◆ What the exercise asks
Take every line containing "bends" from the material and copy it.

◆ The records
--------
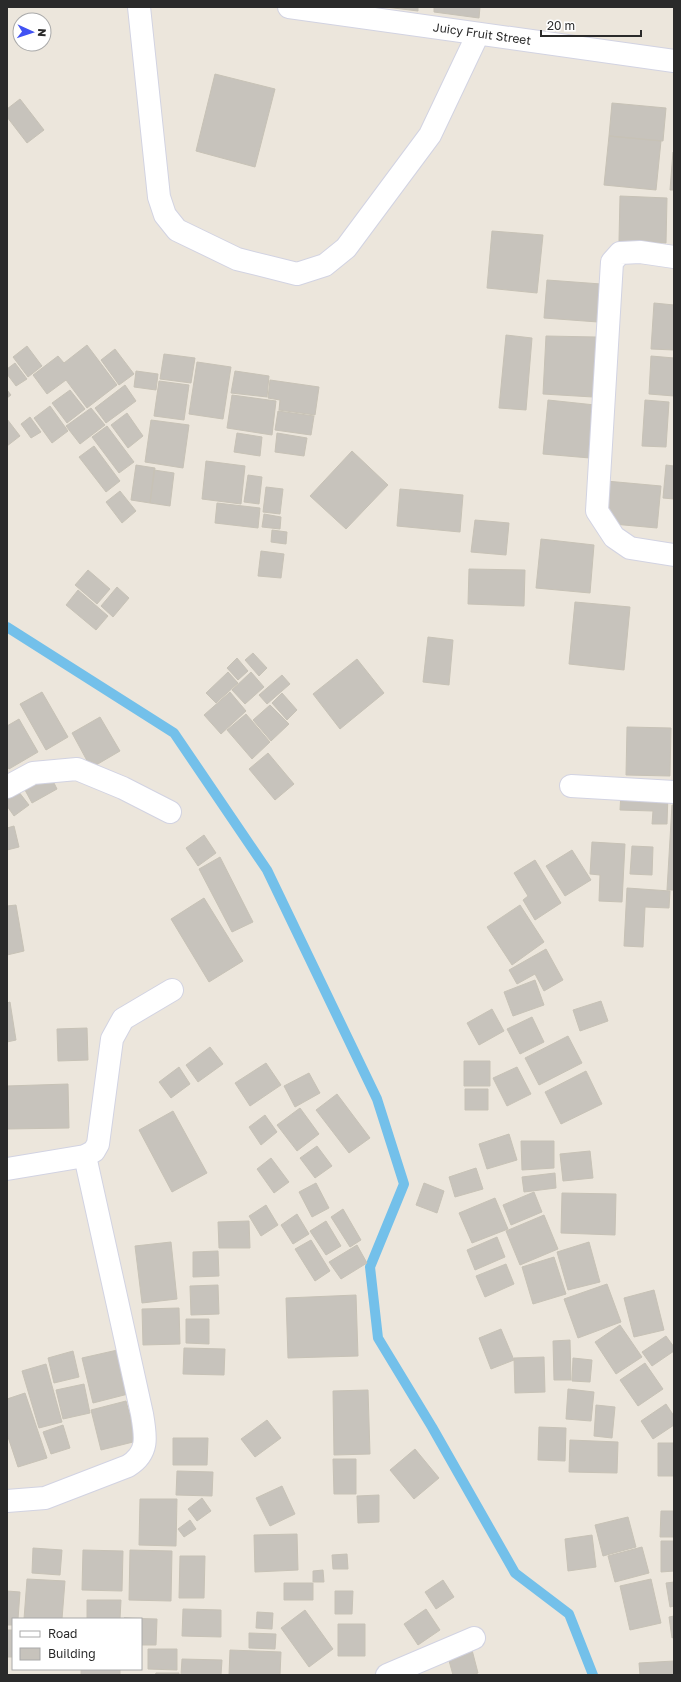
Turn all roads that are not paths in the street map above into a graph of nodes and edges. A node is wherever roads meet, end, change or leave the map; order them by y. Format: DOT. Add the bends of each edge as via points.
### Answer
graph roads {
  1 [pos="139,7"];
  2 [pos="289,7"];
  3 [pos="478,34"];
  4 [pos="674,61"];
  5 [pos="674,257"];
  6 [pos="674,555"];
  7 [pos="571,786"];
  8 [pos="7,787"];
  9 [pos="674,792"];
  10 [pos="170,812"];
  11 [pos="172,990"];
  12 [pos="85,1156"];
  13 [pos="7,1169"];
  14 [pos="7,1501"];
  15 [pos="474,1638"];
  16 [pos="387,1675"];
  1 -- 3 [label="street" via="159,197 165,214 177,230 237,259 298,274 325,265 346,248 430,135"];
  2 -- 3 [label="street, Juicy Fruit Street"];
  3 -- 4 [label="street, Juicy Fruit Street"];
  5 -- 6 [label="street" via="640,252 620,253 612,262 597,511 614,537 630,548"];
  7 -- 9 [label="street"];
  8 -- 10 [label="street" via="33,773 77,769 123,788"];
  11 -- 12 [label="street" via="123,1019 112,1039 98,1144 94,1151"];
  12 -- 13 [label="street"];
  12 -- 14 [label="street" via="146,1434 144,1449 137,1460 128,1466 45,1498"];
  15 -- 16 [label="street"];
}
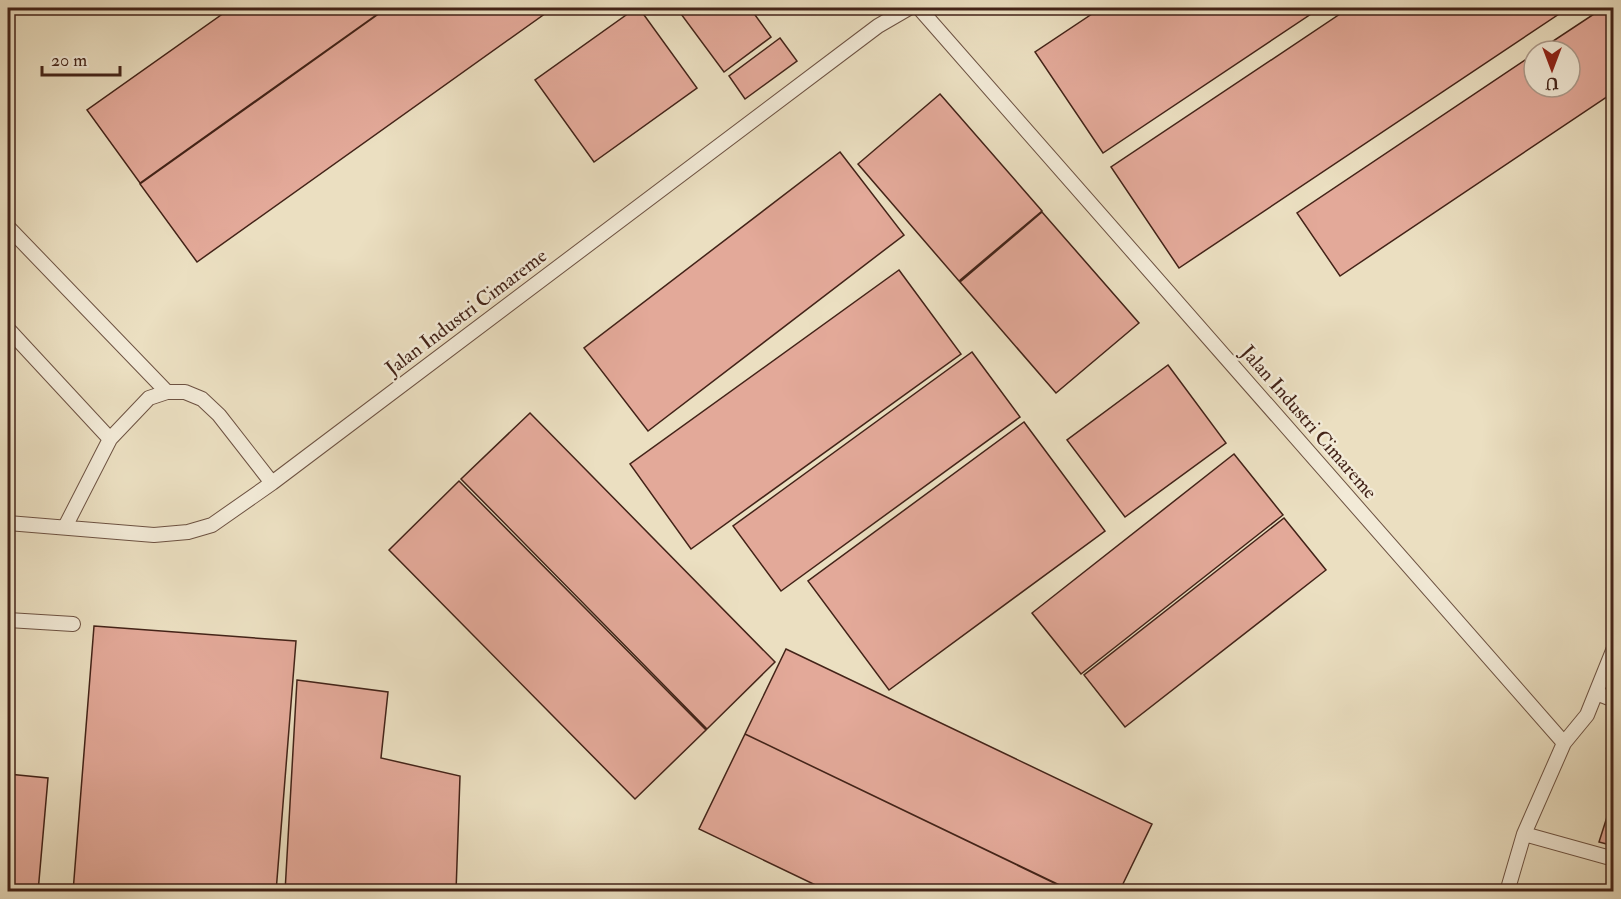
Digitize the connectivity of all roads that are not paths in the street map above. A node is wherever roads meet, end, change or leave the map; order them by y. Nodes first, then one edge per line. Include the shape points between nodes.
1 (909, 8) edge
2 (919, 8) edge
3 (8, 227) edge
4 (8, 329) edge
5 (167, 392) junction
6 (110, 439) junction
7 (272, 483) junction
8 (8, 523) edge
9 (65, 527) junction
10 (8, 620) edge
11 (73, 624) dead end
12 (1614, 648) edge
13 (1596, 693) junction
14 (1614, 700) edge
15 (1564, 743) junction
16 (1524, 834) junction
17 (1614, 859) edge
18 (1507, 891) edge

1 - 7 lane, Jalan Industri Cimareme via 878,26
2 - 15 lane, Jalan Industri Cimareme
3 - 5 lane
4 - 6 lane
5 - 6 lane via 149,398
5 - 7 lane via 185,392 201,399 219,415
6 - 9 lane
7 - 9 lane, Jalan Industri Cimareme via 212,525 188,532 154,535
8 - 9 lane, Jalan Industri Cimareme
10 - 11 lane
12 - 13 lane
13 - 14 lane
13 - 15 lane via 1587,715
15 - 16 lane
16 - 17 lane
16 - 18 lane

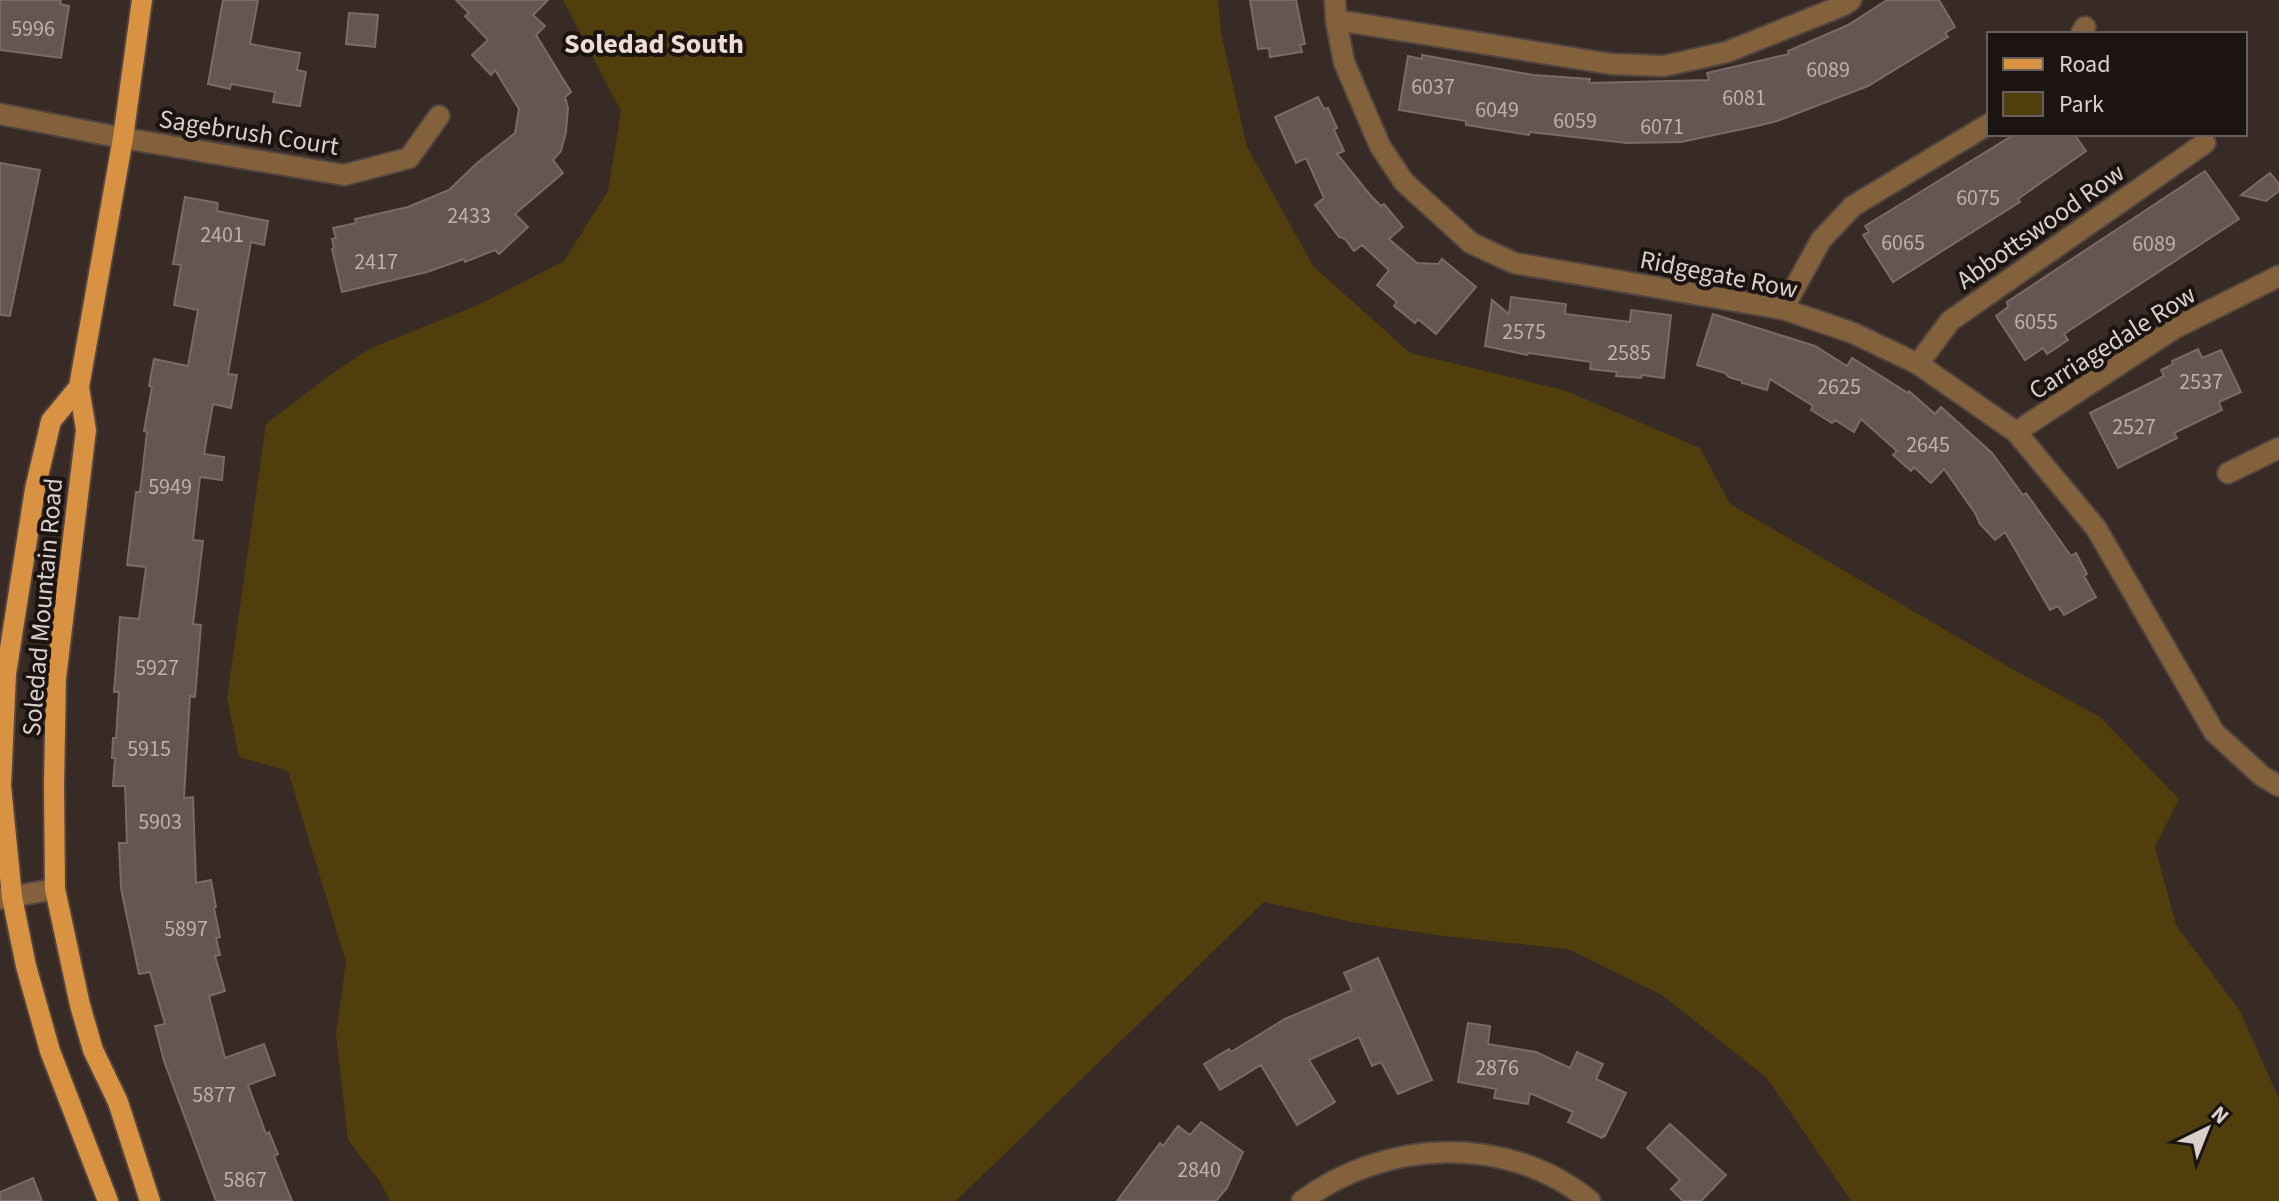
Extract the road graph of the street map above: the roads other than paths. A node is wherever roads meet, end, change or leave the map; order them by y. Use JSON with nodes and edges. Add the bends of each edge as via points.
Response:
{"nodes":[{"id":1,"x":142,"y":0,"type":"edge"},
{"id":2,"x":1851,"y":0,"type":"edge"},
{"id":3,"x":1335,"y":10,"type":"edge"},
{"id":4,"x":0,"y":114,"type":"edge"},
{"id":5,"x":439,"y":116,"type":"dead end"},
{"id":6,"x":1987,"y":125,"type":"edge"},
{"id":7,"x":123,"y":138,"type":"junction"},
{"id":8,"x":2205,"y":143,"type":"dead end"},
{"id":9,"x":2279,"y":276,"type":"edge"},
{"id":10,"x":1783,"y":309,"type":"junction"},
{"id":11,"x":1918,"y":364,"type":"junction"},
{"id":12,"x":79,"y":387,"type":"junction"},
{"id":13,"x":2016,"y":432,"type":"junction"},
{"id":14,"x":2279,"y":448,"type":"edge"},
{"id":15,"x":2228,"y":473,"type":"dead end"},
{"id":16,"x":2279,"y":786,"type":"edge"},
{"id":17,"x":55,"y":889,"type":"junction"},
{"id":18,"x":6,"y":898,"type":"edge"},
{"id":19,"x":1580,"y":1198,"type":"edge"},
{"id":20,"x":108,"y":1201,"type":"edge"},
{"id":21,"x":150,"y":1201,"type":"edge"},
{"id":22,"x":1302,"y":1201,"type":"edge"}],
"edges":[{"from":1,"to":7,"type":"main road","name":"Soledad Mountain Road"},
{"from":2,"to":3,"type":"street","via":[[1727,52],[1664,66],[1611,64]]},
{"from":3,"to":10,"type":"street","name":"Ridgegate Row","via":[[1344,62],[1380,146],[1404,182],[1471,243],[1514,263]]},
{"from":4,"to":7,"type":"street","name":"Sagebrush Court"},
{"from":5,"to":7,"type":"street","name":"Sagebrush Court","via":[[409,158],[344,175]]},
{"from":6,"to":10,"type":"street","via":[[1853,206],[1821,240]]},
{"from":7,"to":12,"type":"main road","name":"Soledad Mountain Road"},
{"from":8,"to":11,"type":"street","name":"Abbottswood Row","via":[[1950,321]]},
{"from":9,"to":13,"type":"street","name":"Carriagedale Row","via":[[2175,328]]},
{"from":10,"to":11,"type":"street","name":"Ridgegate Row","via":[[1853,333]]},
{"from":11,"to":13,"type":"street","name":"Ridgegate Row"},
{"from":12,"to":17,"type":"main road","name":"Soledad Mountain Road","via":[[86,430],[56,678]]},
{"from":12,"to":18,"type":"main road","name":"Soledad Mountain Road","via":[[51,421],[21,569],[6,674],[1,786]]},
{"from":13,"to":16,"type":"street","name":"Ridgegate Row","via":[[2096,528],[2214,732]]},
{"from":14,"to":15,"type":"street"},
{"from":17,"to":18,"type":"street"},
{"from":17,"to":21,"type":"main road","name":"Soledad Mountain Road","via":[[93,1050],[118,1102]]},
{"from":18,"to":20,"type":"main road","name":"Soledad Mountain Road","via":[[50,1051]]},
{"from":19,"to":22,"type":"street","via":[[1526,1165],[1440,1151],[1354,1170]]}]}
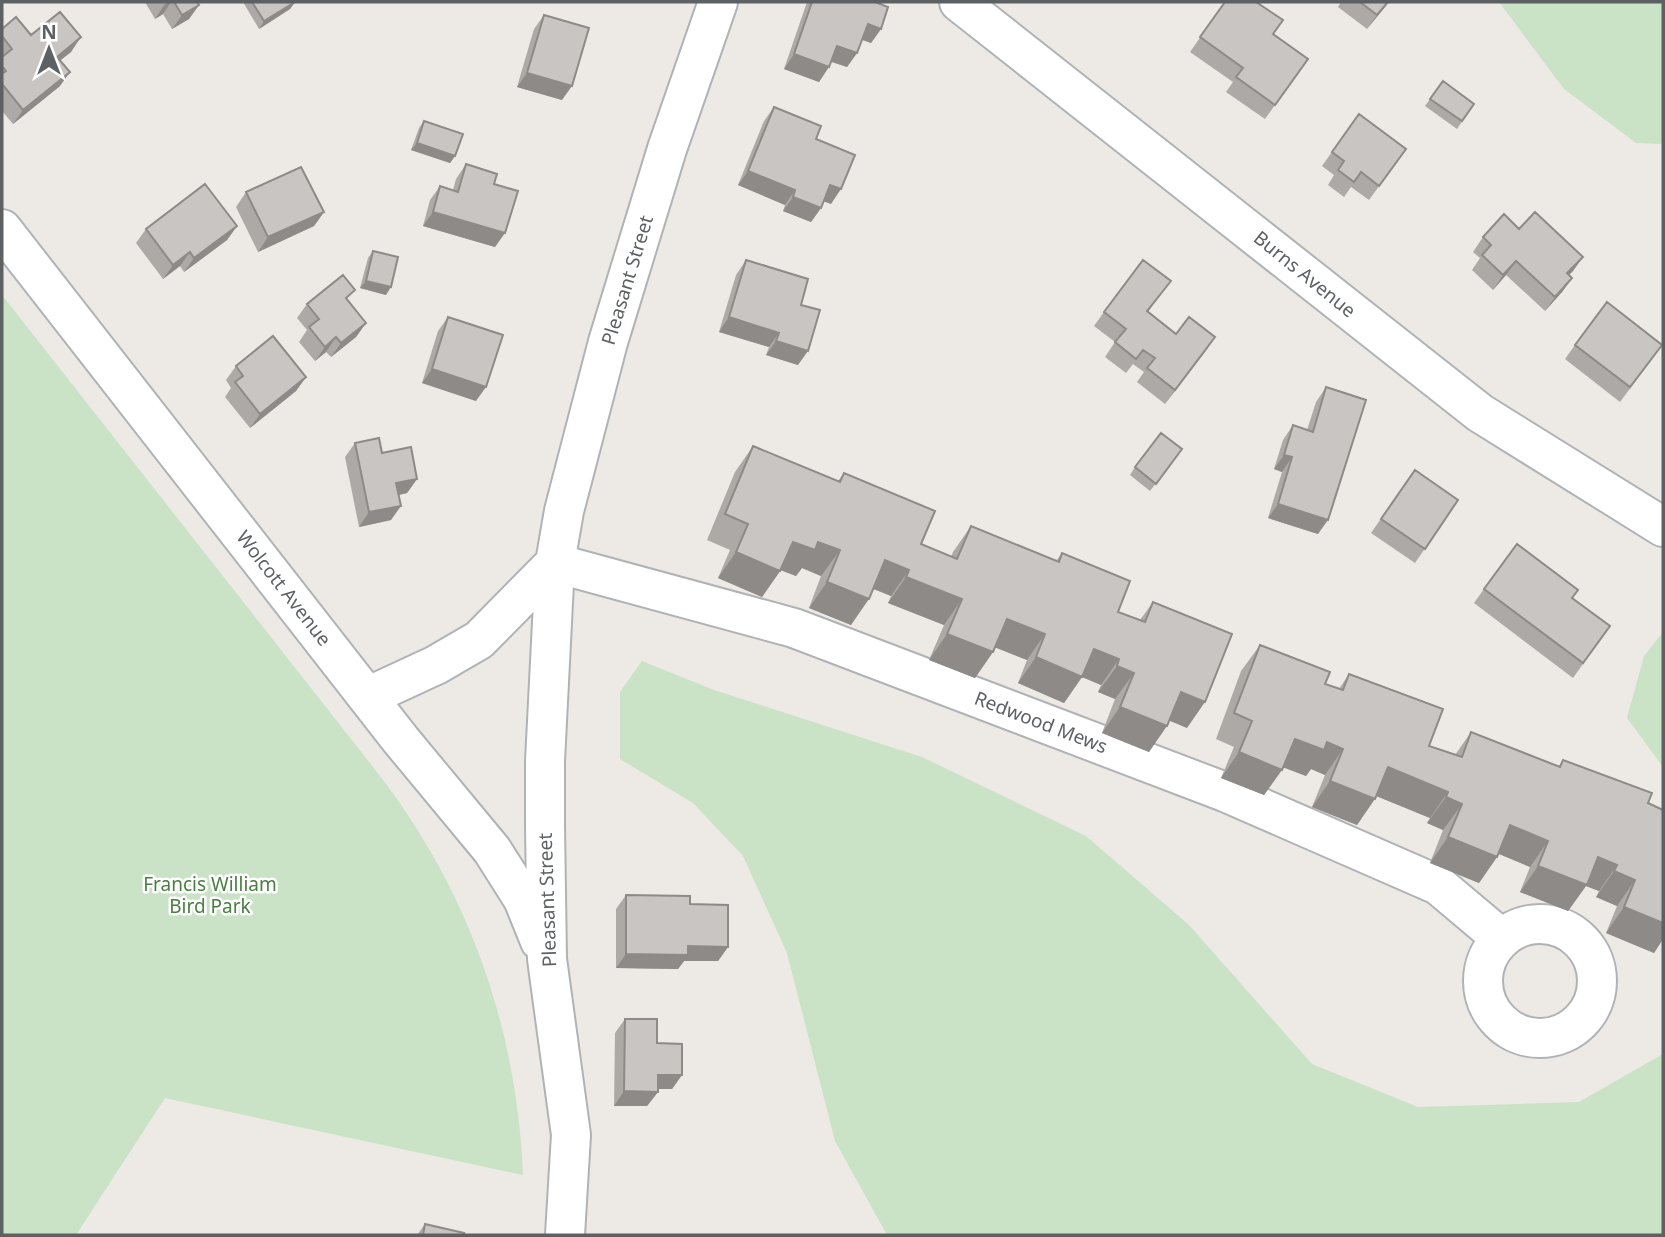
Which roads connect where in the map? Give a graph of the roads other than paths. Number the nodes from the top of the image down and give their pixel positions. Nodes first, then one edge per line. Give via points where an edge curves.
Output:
--------
◆ Solution below
Turn all roads that are not paths in the street map above into a graph of nodes and edges. A node is wherever roads meet, end, change or leave the map; order them by y. Format: DOT. Add the bends of each edge as via points.
Extract the road graph of the street map above: the roads other than paths. A node is wherever roads meet, end, change or leave the map; order them by y. Use JSON with nodes and edges. Add the bends of each edge as via points.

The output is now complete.